Muscle stiffness and soreness was once seen as a measure to how hard you went in the gym. When we all started, or if you are still beginning your lifting journey, muscle soreness was believed to be a necessary challenge to break through, a rite of passage if you will. While this is partially true since a little soreness shows that you have challenged yourself, not being able to get out of bed to work may be taking it too far. Here are 5 tips to manage muscle soreness.


Stopping your movement altogether is the worst thing you can do. The problem here is that lactic acid builds up in the muscle, preventing it from contracting and extending. This is where the pain is caused. To rid the muscle of lactic acid build up, there needs to be increased blood flow to these areas in order to filter it out. The longer you keep the muscle still, the longer it will take for the muscle to be able to contract without pain.

Rather than not working out at all, it is far better to increase blood flow to your muscle, enhancing the recovery process, and reduce inflammation. It’s not imperative to do certain exercises, just keep them at a low intensity. However, special active recovery movements have been proven to be extremely beneficial in assisting with muscle soreness, such as light bike riding, brisk walking, and light yoga.

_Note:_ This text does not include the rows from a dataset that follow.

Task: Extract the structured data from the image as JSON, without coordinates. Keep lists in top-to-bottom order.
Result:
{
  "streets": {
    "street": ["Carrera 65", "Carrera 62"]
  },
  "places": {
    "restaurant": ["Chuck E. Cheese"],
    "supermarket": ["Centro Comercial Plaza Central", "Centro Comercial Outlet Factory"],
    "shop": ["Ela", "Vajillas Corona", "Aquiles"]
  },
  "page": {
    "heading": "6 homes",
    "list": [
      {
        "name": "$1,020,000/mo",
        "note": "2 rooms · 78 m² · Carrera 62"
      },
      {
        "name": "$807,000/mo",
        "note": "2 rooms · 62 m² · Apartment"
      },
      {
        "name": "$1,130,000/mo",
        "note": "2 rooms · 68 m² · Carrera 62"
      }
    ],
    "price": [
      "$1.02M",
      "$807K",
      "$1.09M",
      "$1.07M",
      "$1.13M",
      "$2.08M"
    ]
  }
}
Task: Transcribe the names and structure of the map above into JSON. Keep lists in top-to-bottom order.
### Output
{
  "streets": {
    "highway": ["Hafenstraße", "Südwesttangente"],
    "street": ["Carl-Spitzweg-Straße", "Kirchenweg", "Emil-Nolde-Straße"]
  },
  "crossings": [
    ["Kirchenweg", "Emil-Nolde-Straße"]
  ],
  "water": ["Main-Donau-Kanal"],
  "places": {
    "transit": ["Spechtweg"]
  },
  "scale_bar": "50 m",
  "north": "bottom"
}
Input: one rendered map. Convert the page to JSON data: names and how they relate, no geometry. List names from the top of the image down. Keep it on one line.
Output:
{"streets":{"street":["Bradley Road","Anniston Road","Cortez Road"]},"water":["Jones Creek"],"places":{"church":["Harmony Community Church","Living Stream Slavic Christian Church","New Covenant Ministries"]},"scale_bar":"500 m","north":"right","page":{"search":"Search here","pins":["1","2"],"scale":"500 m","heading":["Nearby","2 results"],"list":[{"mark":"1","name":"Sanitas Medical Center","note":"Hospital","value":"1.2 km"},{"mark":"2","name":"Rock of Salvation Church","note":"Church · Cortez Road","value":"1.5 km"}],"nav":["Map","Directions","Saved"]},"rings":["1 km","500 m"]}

Stretching before a workout is well known. We do it to get the blood rushing, and to get ourselves nice and warm. Post-workout stretching, however, is often neglected by over 80% of active people. We all remember cool-downs after sports practice at school? Turns out, they actually had a purpose.

Stretching after training helps relieve muscle tension and prevents the build-up of lactic acid, thus preventing soreness. This isn’t a magic cure, you will still have some degree of soreness the next day, especially if you have really pushed yourself to the limit.

Stretching can also improve your range-of-motion (ROM), allowing you to fully reap the benefits from the weights. A good stretching routine should only take 10 minutes, so it won’t suck up your time after training.


Getting nutrients into your body as soon as you can after training goes a long way in reducing muscle soreness. Your post-workout protein shake not only helps build muscle but also works to reduce muscle soreness by repairing it as fast as it is broken down.


Pre-workouts are generally created with the goal of assisting performance in the gym, as well as providing cognitive enhancement. Caffeine is what gives us that energy kick we love, but can also turn the metabolism up, burning more fat.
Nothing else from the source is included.